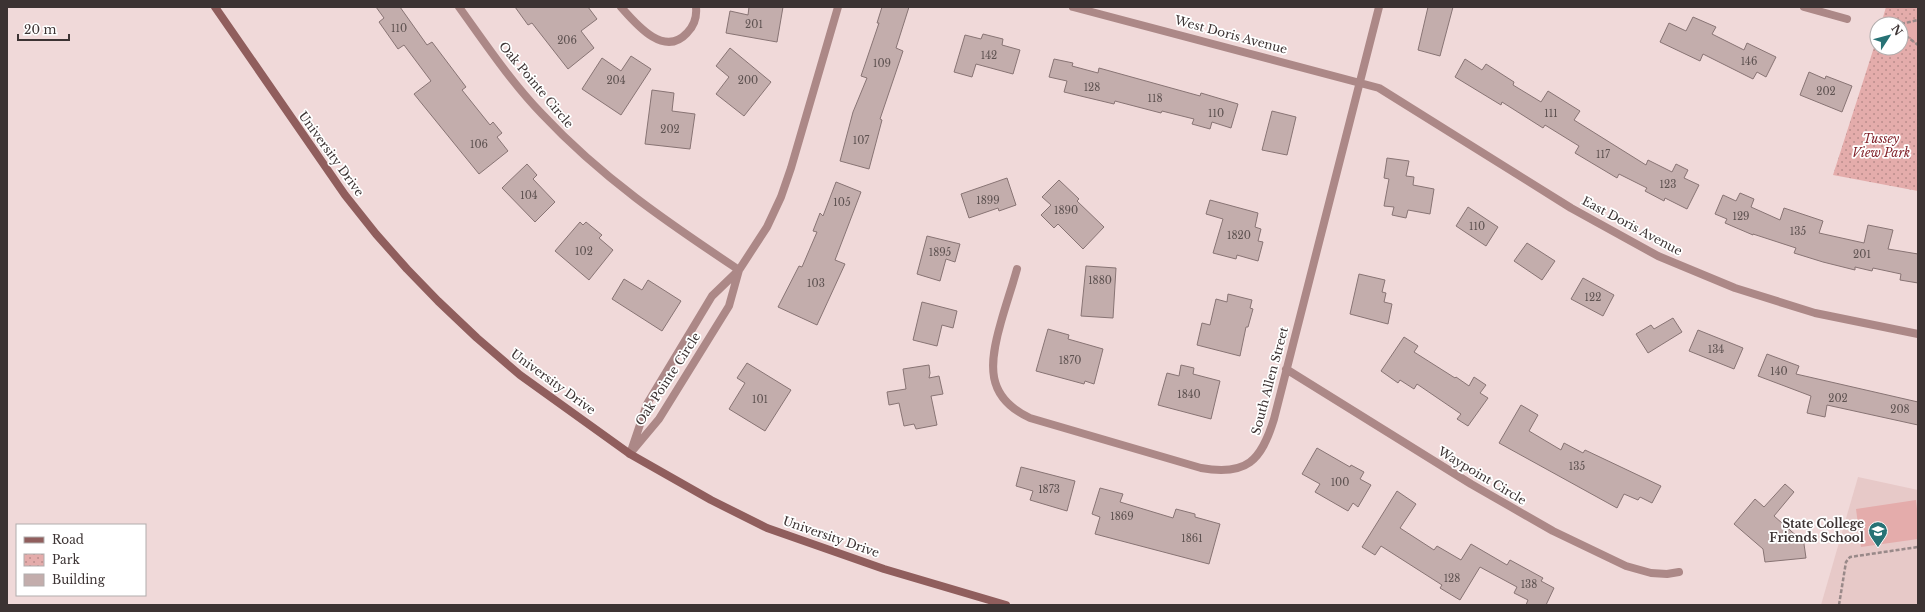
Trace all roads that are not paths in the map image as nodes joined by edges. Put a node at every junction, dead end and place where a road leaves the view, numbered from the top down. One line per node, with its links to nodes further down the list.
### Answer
1 (214, 7): 15 (main road, University Drive)
2 (459, 7): 12 (street, Oak Pointe Circle)
3 (621, 7): 4 (street)
4 (696, 7)
5 (838, 7): 12 (street, Oak Pointe Circle)
6 (1073, 7): 10 (street, West Doris Avenue)
7 (1379, 7): 10 (street, South Allen Street)
8 (1804, 7): 9 (street)
9 (1847, 19)
10 (1360, 81): 13 (street, East Doris Avenue); 14 (street, South Allen Street)
11 (1017, 269): 14 (street, South Allen Street)
12 (739, 270): 15 (street, Oak Pointe Circle); 15 (street, Oak Pointe Circle)
13 (1918, 334)
14 (1286, 369): 16 (street, Waypoint Circle)
15 (630, 454): 17 (main road, University Drive)
16 (1679, 572)
17 (1006, 605)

========

Exact copies of all the entries are needed; output them without the pictures.

[Reply to the exercise]
Trace all roads that are not paths in the map image as nodes joined by edges. Put a node at every junction, dead end and place where a road leaves the view, numbered from the top down. One line per node, with its links to nodes further down the list.
### Answer
1 (214, 7): 15 (main road, University Drive)
2 (459, 7): 12 (street, Oak Pointe Circle)
3 (621, 7): 4 (street)
4 (696, 7)
5 (838, 7): 12 (street, Oak Pointe Circle)
6 (1073, 7): 10 (street, West Doris Avenue)
7 (1379, 7): 10 (street, South Allen Street)
8 (1804, 7): 9 (street)
9 (1847, 19)
10 (1360, 81): 13 (street, East Doris Avenue); 14 (street, South Allen Street)
11 (1017, 269): 14 (street, South Allen Street)
12 (739, 270): 15 (street, Oak Pointe Circle); 15 (street, Oak Pointe Circle)
13 (1918, 334)
14 (1286, 369): 16 (street, Waypoint Circle)
15 (630, 454): 17 (main road, University Drive)
16 (1679, 572)
17 (1006, 605)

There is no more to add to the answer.